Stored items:
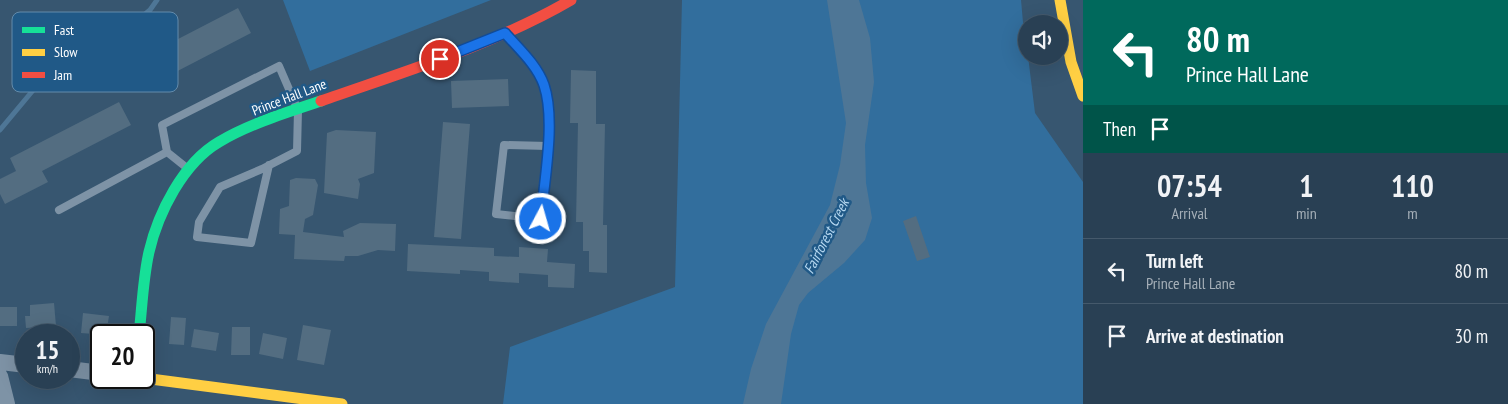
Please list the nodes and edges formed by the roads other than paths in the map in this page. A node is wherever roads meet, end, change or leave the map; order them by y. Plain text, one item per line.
1 (571, 0) edge
2 (1060, 0) edge
3 (505, 33) junction
4 (1083, 96) edge
5 (298, 110) junction
6 (548, 146) junction
7 (167, 152) junction
8 (269, 165) junction
9 (189, 169) junction
10 (59, 210) dead end
11 (140, 324) edge
12 (0, 362) edge
13 (15, 363) edge
14 (0, 376) edge
15 (155, 380) edge
16 (7, 404) edge
17 (337, 404) edge

1 - 3 street, Prince Hall Lane
2 - 4 street
3 - 5 street, Prince Hall Lane
3 - 6 lane
5 - 7 lane
5 - 8 lane
5 - 9 street, Prince Hall Lane
6 - 6 lane
7 - 9 lane
7 - 10 lane
8 - 8 lane
9 - 11 street, Prince Hall Lane
12 - 13 street
14 - 16 street
15 - 17 street

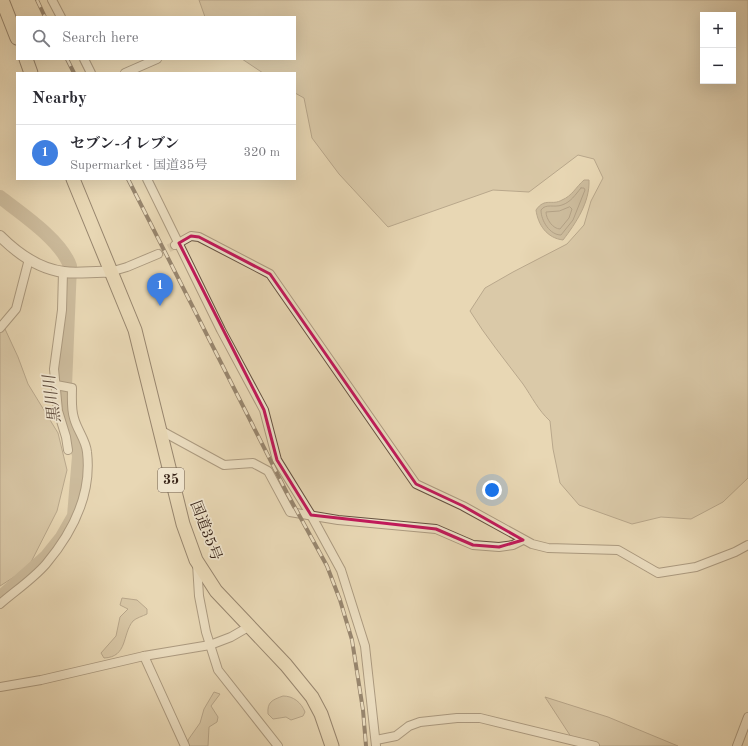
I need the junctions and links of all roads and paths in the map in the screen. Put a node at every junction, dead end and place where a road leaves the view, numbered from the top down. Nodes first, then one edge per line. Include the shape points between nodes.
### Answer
1 (2, 0) edge
2 (52, 0) edge
3 (60, 16) edge
4 (16, 35) edge
5 (26, 60) edge
6 (84, 60) edge
7 (155, 60) edge
8 (31, 72) edge
9 (90, 72) edge
10 (127, 72) edge
11 (73, 180) edge
12 (147, 180) edge
13 (0, 236) edge
14 (177, 244) junction
15 (158, 254) tunnel mouth
16 (29, 259) junction
17 (63, 272) junction
18 (110, 272) junction
19 (1, 324) edge
20 (57, 385) junction
21 (158, 429) junction
22 (68, 450) dead end
23 (311, 515) junction
24 (522, 540) junction
25 (748, 545) edge
26 (196, 560) junction
27 (0, 604) edge
28 (250, 626) junction
29 (210, 645) junction
30 (144, 656) junction
31 (0, 687) edge
32 (748, 717) edge
33 (376, 743) edge
34 (185, 746) edge
35 (278, 746) edge
36 (332, 746) edge
37 (595, 746) edge
38 (736, 746) edge

1 - 4 highway
2 - 3 street
5 - 8 highway
6 - 9 street
7 - 10 street
11 - 18 highway, 国道35号 / 35
12 - 14 street
13 - 16 street
14 - 23 street via 264,410 277,460
14 - 24 street via 191,236 199,237 270,274 416,484 463,506
15 - 18 street
16 - 17 street
16 - 19 street via 16,309
17 - 18 street
17 - 20 street via 62,310 54,369
18 - 21 highway, 国道35号 / 35 via 134,330
20 - 22 street via 58,411
20 - 27 street via 72,388 74,418 87,450 88,472 82,500 68,533 46,564
21 - 23 street via 224,465 253,463 268,471 290,512
21 - 26 highway, 国道35号 / 35 via 183,524
23 - 24 street via 436,529 472,545 499,547 513,545
23 - 33 street via 341,570 365,646
24 - 25 street via 548,548 618,550 658,574 696,567
26 - 28 highway, 国道35号 / 35 via 216,590
26 - 29 street via 199,596
28 - 29 street
28 - 36 highway, 国道35号 / 35 via 312,697
29 - 30 street
29 - 35 street via 218,670
30 - 31 street
30 - 34 street
32 - 38 street
33 - 37 street via 396,736 409,726 420,722 480,718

Task objective:
Send back every line above exactly, skipping all pictures.

Response to this task:
Please list the nodes and edges formed by the roads other than paths in the map in this page. A node is wherever roads meet, end, change or leave the map; order them by y. Plain text, one item per line.
1 (571, 0) edge
2 (1060, 0) edge
3 (505, 33) junction
4 (1083, 96) edge
5 (298, 110) junction
6 (548, 146) junction
7 (167, 152) junction
8 (269, 165) junction
9 (189, 169) junction
10 (59, 210) dead end
11 (140, 324) edge
12 (0, 362) edge
13 (15, 363) edge
14 (0, 376) edge
15 (155, 380) edge
16 (7, 404) edge
17 (337, 404) edge

1 - 3 street, Prince Hall Lane
2 - 4 street
3 - 5 street, Prince Hall Lane
3 - 6 lane
5 - 7 lane
5 - 8 lane
5 - 9 street, Prince Hall Lane
6 - 6 lane
7 - 9 lane
7 - 10 lane
8 - 8 lane
9 - 11 street, Prince Hall Lane
12 - 13 street
14 - 16 street
15 - 17 street

I need the junctions and links of all roads and paths in the map in the screen. Put a node at every junction, dead end and place where a road leaves the view, numbered from the top down. Nodes first, then one edge per line. Include the shape points between nodes.
### Answer
1 (2, 0) edge
2 (52, 0) edge
3 (60, 16) edge
4 (16, 35) edge
5 (26, 60) edge
6 (84, 60) edge
7 (155, 60) edge
8 (31, 72) edge
9 (90, 72) edge
10 (127, 72) edge
11 (73, 180) edge
12 (147, 180) edge
13 (0, 236) edge
14 (177, 244) junction
15 (158, 254) tunnel mouth
16 (29, 259) junction
17 (63, 272) junction
18 (110, 272) junction
19 (1, 324) edge
20 (57, 385) junction
21 (158, 429) junction
22 (68, 450) dead end
23 (311, 515) junction
24 (522, 540) junction
25 (748, 545) edge
26 (196, 560) junction
27 (0, 604) edge
28 (250, 626) junction
29 (210, 645) junction
30 (144, 656) junction
31 (0, 687) edge
32 (748, 717) edge
33 (376, 743) edge
34 (185, 746) edge
35 (278, 746) edge
36 (332, 746) edge
37 (595, 746) edge
38 (736, 746) edge

1 - 4 highway
2 - 3 street
5 - 8 highway
6 - 9 street
7 - 10 street
11 - 18 highway, 国道35号 / 35
12 - 14 street
13 - 16 street
14 - 23 street via 264,410 277,460
14 - 24 street via 191,236 199,237 270,274 416,484 463,506
15 - 18 street
16 - 17 street
16 - 19 street via 16,309
17 - 18 street
17 - 20 street via 62,310 54,369
18 - 21 highway, 国道35号 / 35 via 134,330
20 - 22 street via 58,411
20 - 27 street via 72,388 74,418 87,450 88,472 82,500 68,533 46,564
21 - 23 street via 224,465 253,463 268,471 290,512
21 - 26 highway, 国道35号 / 35 via 183,524
23 - 24 street via 436,529 472,545 499,547 513,545
23 - 33 street via 341,570 365,646
24 - 25 street via 548,548 618,550 658,574 696,567
26 - 28 highway, 国道35号 / 35 via 216,590
26 - 29 street via 199,596
28 - 29 street
28 - 36 highway, 国道35号 / 35 via 312,697
29 - 30 street
29 - 35 street via 218,670
30 - 31 street
30 - 34 street
32 - 38 street
33 - 37 street via 396,736 409,726 420,722 480,718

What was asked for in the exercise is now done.